The Motorola Razr (styled RAZR, pronounced  like "razor"; codenamed Siliqua) is a series of mobile phones by Motorola, part of the 4LTR line. The V3 was the first phone shown in the series and was introduced in December 2003 and released in the market in the third quarter of 2004. The V3 model was followed soon thereafter by the improved V3i, including a collaboration with Apple Inc. for iTunes to be built-in. It was launched in 2006.

Because of its unique appearance and thin profile, it was initially marketed as an exclusive fashion phone. However, within a year, its price was lowered and as a result, it sold over 100 million units by July 2006. Leading up to the release, Motorola's cell phone division sales were stagnant and losing money. The success of the Razr made the division profitable again. Over the Razr's four-year run, the V3 model sold more than 130 million units, becoming the best-selling clamshell phone in the world to date.

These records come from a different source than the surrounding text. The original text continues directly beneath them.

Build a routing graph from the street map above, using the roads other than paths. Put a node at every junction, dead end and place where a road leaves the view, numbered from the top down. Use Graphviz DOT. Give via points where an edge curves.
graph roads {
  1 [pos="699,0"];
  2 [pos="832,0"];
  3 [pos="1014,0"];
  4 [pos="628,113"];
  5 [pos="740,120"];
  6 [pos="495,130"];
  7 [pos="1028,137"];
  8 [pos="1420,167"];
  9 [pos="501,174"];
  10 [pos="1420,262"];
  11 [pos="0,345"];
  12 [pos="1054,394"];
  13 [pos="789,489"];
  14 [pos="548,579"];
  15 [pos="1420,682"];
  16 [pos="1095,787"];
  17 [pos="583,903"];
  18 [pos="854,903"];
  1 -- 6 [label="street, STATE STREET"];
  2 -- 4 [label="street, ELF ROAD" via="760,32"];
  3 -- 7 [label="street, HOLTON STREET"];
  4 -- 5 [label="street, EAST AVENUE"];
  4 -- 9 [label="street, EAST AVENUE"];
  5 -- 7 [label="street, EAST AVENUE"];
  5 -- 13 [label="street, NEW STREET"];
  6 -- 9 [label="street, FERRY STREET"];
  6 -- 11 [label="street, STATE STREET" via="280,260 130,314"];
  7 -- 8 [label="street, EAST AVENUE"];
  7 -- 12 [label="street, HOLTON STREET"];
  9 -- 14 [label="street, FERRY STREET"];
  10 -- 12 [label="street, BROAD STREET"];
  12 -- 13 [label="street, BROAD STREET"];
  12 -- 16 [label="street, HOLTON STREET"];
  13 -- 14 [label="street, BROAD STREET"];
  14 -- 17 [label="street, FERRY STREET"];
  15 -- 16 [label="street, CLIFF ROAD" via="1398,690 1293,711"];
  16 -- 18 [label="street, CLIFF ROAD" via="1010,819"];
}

The Razr series was marketed until July 2007, when the succeeding Motorola Razr2 series was released. The succeeding models were the V8, the V9, and the V9m. However, Razr2 sales were not as good as the original V3 series, with consumers moving to competing products. Because Motorola relied so long upon the Razr and its derivatives and was slow to develop new products in the growing market for feature-rich touchscreen and 3G phones, the Razr appeal declined, leading Motorola to eventually drop behind Samsung and LG in market share for mobile phones. Motorola's strategy of grabbing market share by selling tens of millions of low-cost Razrs cut into margins and resulted in heavy losses in the cellular division.

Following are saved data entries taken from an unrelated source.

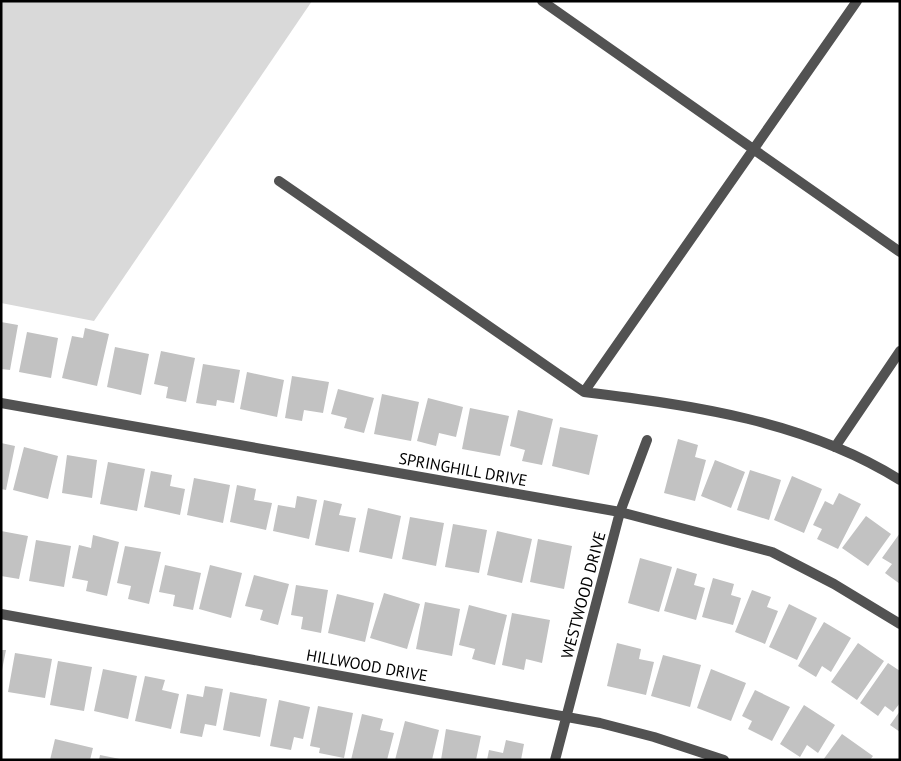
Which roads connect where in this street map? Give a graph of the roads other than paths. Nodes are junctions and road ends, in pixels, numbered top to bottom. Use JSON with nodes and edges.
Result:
{"nodes":[{"id":1,"x":542,"y":1,"type":"edge"},
{"id":2,"x":857,"y":1,"type":"edge"},
{"id":3,"x":754,"y":150,"type":"junction"},
{"id":4,"x":279,"y":182,"type":"dead end"},
{"id":5,"x":900,"y":252,"type":"edge"},
{"id":6,"x":900,"y":351,"type":"edge"},
{"id":7,"x":584,"y":392,"type":"junction"},
{"id":8,"x":1,"y":403,"type":"edge"},
{"id":9,"x":647,"y":440,"type":"dead end"},
{"id":10,"x":835,"y":447,"type":"junction"},
{"id":11,"x":900,"y":480,"type":"edge"},
{"id":12,"x":620,"y":512,"type":"junction"},
{"id":13,"x":1,"y":614,"type":"edge"},
{"id":14,"x":900,"y":624,"type":"edge"},
{"id":15,"x":566,"y":717,"type":"junction"},
{"id":16,"x":555,"y":760,"type":"edge"},
{"id":17,"x":724,"y":760,"type":"edge"}],
"edges":[{"from":1,"to":3,"type":"street"},
{"from":2,"to":3,"type":"street"},
{"from":3,"to":5,"type":"street"},
{"from":3,"to":7,"type":"street"},
{"from":4,"to":7,"type":"street"},
{"from":6,"to":10,"type":"street"},
{"from":7,"to":10,"type":"street"},
{"from":8,"to":12,"type":"street","name":"SPRINGHILL DRIVE"},
{"from":9,"to":12,"type":"street","name":"WESTWOOD DRIVE"},
{"from":10,"to":11,"type":"street"},
{"from":12,"to":14,"type":"street","name":"SPRINGHILL DRIVE"},
{"from":12,"to":15,"type":"street","name":"WESTWOOD DRIVE"},
{"from":13,"to":15,"type":"street","name":"HILLWOOD DRIVE"},
{"from":15,"to":16,"type":"street","name":"WESTWOOD DRIVE"},
{"from":15,"to":17,"type":"street","name":"HILLWOOD DRIVE"}]}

In October 2011, Motorola revived the Razr brand for a line of Android smartphones: the Droid Razr for Verizon Wireless (known simply as the "Motorola RAZR" on other networks) and an improved variant, the Droid Razr Maxx. The line shared its trademark thinness and stylized tapered corners with the original. In November 2019, Motorola revived the Razr again as a foldable smartphone, which is styled after the clamshell form factor of the original models.

V3

The V3 was first released in Q3 2004. The team of the V3 put together a number of design choices that set the device apart from the competition. The phone had the thinnest profile at the time on a clamshell set, sported an electroluminescent keypad made out of a single metal wafer and used an industry-standard mini-USB port for data, battery charger and headphones, housed in an aluminum body with an external glass screen. It sold 130 million units during its lifespan, being the best selling clamshell phone to date.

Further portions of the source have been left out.